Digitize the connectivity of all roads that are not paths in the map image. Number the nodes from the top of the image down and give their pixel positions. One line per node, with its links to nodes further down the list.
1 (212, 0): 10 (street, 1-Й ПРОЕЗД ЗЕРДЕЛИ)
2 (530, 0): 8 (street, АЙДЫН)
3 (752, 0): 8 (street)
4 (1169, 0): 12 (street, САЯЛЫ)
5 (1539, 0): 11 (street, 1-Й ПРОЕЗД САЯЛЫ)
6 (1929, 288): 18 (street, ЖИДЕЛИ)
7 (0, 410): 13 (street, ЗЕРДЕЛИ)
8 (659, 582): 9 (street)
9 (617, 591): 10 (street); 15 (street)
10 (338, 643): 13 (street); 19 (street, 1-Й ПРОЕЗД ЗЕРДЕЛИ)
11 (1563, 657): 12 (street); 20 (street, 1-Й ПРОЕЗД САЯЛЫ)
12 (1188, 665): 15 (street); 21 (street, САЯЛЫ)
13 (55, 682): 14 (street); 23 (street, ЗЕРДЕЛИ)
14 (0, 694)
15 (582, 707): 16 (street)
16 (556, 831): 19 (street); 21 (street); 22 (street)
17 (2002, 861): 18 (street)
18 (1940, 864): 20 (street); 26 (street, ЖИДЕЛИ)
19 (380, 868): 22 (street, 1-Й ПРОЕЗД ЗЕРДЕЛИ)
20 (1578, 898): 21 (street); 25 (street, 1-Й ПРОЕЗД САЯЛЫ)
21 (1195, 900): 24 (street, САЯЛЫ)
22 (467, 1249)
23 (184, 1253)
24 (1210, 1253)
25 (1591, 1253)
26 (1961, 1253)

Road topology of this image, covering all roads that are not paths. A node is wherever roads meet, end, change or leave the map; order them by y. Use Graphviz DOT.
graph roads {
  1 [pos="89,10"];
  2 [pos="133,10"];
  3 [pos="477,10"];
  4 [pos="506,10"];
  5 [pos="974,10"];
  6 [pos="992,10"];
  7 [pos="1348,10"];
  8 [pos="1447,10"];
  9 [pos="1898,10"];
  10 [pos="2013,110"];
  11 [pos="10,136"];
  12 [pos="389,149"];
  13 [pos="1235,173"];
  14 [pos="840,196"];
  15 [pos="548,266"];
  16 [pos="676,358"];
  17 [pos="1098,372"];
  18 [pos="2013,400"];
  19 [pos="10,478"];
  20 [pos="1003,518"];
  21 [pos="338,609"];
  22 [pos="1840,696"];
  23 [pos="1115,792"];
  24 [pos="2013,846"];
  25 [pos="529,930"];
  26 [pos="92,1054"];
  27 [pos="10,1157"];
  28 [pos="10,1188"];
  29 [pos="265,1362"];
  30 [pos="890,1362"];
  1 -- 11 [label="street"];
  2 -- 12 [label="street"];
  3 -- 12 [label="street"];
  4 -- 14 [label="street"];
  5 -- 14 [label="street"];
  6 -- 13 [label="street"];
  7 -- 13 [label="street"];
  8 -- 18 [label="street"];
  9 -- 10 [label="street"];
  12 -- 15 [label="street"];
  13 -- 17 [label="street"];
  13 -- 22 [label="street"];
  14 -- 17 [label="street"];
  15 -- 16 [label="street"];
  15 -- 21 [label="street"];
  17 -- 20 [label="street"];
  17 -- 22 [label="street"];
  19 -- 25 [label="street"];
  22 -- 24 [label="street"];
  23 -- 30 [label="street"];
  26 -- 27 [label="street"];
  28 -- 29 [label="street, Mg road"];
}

____

-- What you need to do --
Among the lines of these entries, find those that contain "paths". Give their number and nothing else.

-- Result of this task --
2